Lines in the entries below where the word "nodes" shows up should each be copied.

# # #

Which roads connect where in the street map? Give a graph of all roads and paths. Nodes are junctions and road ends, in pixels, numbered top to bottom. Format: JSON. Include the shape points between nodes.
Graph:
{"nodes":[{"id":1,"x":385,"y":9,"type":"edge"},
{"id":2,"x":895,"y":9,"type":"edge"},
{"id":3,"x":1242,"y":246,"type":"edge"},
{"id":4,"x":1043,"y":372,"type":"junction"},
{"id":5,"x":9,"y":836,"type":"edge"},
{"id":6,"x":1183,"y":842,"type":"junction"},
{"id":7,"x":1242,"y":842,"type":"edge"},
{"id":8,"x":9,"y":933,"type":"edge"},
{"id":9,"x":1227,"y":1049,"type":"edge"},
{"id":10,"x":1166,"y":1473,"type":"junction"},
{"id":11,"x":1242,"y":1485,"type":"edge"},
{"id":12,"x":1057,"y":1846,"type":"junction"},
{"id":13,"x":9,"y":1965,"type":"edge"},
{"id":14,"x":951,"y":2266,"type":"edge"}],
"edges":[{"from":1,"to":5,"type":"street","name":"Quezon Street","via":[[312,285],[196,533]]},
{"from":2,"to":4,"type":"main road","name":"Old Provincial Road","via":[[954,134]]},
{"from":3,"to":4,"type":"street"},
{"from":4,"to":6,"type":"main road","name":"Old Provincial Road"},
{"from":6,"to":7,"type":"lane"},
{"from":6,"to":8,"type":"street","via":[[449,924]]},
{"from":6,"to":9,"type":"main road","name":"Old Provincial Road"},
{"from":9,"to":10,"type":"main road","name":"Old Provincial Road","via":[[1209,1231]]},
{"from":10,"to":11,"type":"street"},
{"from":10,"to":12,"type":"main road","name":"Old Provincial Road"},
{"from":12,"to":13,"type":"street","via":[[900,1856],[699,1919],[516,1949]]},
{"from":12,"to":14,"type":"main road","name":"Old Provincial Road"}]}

# # #

▶ Output for this task
Which roads connect where in the street map? Give a graph of all roads and paths. Nodes are junctions and road ends, in pixels, numbered top to bottom. Format: JSON. Include the shape points between nodes.
{"nodes":[{"id":1,"x":385,"y":9,"type":"edge"},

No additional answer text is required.